(Supplied material)

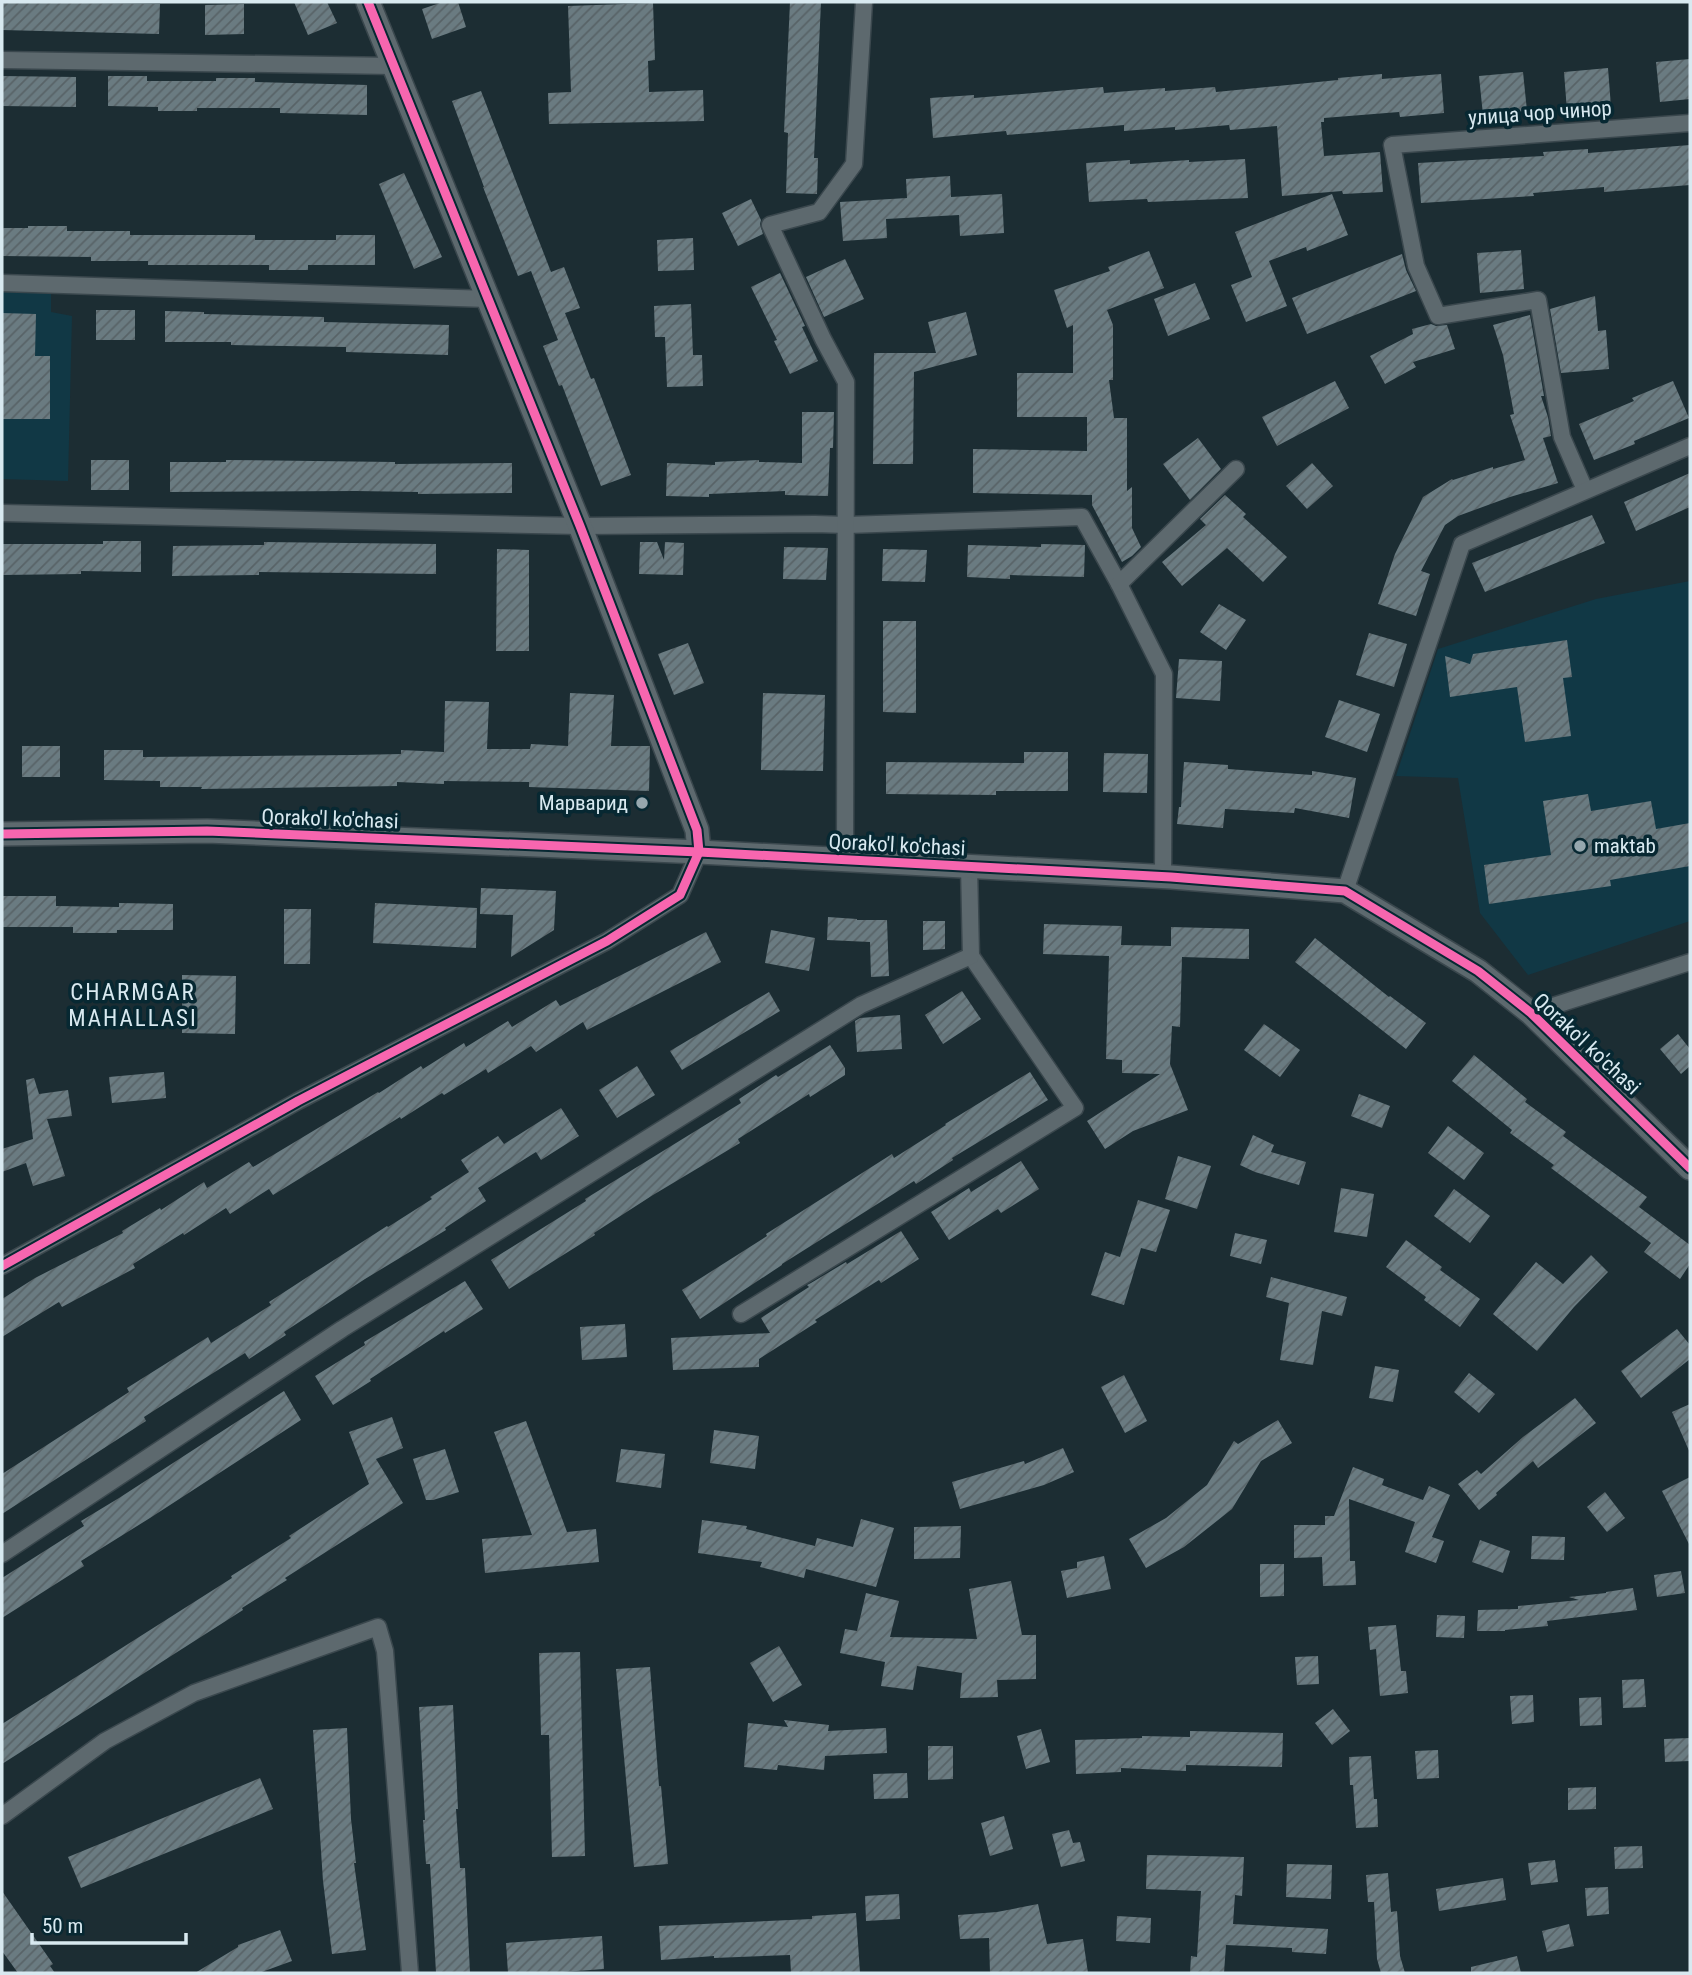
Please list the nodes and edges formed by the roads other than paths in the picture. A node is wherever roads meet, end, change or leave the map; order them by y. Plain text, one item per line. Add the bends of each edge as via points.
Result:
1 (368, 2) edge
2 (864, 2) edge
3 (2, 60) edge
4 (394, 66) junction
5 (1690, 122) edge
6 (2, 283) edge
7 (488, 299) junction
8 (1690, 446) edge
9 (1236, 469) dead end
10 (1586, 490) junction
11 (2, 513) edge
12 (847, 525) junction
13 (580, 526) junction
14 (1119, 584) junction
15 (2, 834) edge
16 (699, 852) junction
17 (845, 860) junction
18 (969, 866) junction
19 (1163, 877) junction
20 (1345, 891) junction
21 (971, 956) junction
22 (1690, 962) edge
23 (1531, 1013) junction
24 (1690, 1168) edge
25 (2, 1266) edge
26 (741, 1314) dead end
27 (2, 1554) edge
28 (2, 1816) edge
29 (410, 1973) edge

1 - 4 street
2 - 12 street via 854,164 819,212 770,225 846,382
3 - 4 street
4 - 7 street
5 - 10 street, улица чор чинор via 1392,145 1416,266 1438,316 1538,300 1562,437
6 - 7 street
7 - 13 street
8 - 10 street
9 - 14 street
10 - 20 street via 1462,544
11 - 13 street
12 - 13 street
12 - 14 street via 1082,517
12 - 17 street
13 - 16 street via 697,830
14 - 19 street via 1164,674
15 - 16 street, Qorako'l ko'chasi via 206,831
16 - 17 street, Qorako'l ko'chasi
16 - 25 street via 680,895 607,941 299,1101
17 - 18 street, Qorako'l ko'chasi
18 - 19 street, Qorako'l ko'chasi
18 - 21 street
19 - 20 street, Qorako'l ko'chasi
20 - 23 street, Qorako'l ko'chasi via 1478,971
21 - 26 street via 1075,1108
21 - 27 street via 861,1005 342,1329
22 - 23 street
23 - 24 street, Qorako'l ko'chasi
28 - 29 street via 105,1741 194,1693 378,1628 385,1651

(End Supplied material)

Within the listing above, work out the number of lines that hold "chasi", and give that number alone.

7